▶ _TASK DESCRIPTION_:
Look through the entries below. Report each line that has the word "roads" in it.

[Items from a dataset]
----------------

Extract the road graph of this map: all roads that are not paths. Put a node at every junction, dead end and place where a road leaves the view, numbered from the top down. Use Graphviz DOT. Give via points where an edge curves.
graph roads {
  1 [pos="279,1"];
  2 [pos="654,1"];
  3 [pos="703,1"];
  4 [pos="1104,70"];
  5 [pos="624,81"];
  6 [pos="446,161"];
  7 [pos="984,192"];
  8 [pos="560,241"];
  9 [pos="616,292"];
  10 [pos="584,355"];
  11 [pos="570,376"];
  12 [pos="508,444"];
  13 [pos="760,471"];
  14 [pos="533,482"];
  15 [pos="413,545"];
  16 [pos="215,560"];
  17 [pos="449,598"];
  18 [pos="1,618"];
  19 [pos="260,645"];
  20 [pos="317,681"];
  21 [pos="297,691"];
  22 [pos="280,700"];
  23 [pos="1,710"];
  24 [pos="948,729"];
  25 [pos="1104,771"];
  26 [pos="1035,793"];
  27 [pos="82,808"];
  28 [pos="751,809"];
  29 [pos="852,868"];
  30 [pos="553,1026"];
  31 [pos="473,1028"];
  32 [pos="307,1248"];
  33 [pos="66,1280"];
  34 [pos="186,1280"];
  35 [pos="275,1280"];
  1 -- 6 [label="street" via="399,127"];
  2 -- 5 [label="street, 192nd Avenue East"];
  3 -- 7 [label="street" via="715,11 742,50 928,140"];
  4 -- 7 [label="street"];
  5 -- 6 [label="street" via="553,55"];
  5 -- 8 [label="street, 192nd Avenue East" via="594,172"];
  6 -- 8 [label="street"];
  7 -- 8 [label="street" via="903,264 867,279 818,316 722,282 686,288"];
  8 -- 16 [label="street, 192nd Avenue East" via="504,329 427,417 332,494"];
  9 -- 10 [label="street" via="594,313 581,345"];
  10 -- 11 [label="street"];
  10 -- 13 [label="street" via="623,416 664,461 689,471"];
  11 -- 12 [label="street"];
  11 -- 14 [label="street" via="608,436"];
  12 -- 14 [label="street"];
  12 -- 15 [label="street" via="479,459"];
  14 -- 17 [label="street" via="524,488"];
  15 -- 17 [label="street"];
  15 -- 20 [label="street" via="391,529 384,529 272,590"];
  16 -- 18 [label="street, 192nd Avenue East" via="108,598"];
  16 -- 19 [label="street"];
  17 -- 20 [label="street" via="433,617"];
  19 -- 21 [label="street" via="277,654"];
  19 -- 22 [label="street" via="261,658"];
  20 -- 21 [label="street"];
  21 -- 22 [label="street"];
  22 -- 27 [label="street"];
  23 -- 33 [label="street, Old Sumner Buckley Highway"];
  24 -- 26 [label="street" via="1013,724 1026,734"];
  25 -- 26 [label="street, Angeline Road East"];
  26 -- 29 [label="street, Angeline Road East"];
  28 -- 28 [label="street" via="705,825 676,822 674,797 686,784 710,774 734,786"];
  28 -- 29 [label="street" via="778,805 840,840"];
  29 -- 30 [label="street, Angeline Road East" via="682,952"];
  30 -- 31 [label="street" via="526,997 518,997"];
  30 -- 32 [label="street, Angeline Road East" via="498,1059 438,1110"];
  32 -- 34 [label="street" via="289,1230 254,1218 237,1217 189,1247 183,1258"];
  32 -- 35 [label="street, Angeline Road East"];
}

----------------

▶ _TASK ANSWER_:
Extract the road graph of this map: all roads that are not paths. Put a node at every junction, dead end and place where a road leaves the view, numbered from the top down. Use Graphviz DOT. Give via points where an edge curves.
graph roads {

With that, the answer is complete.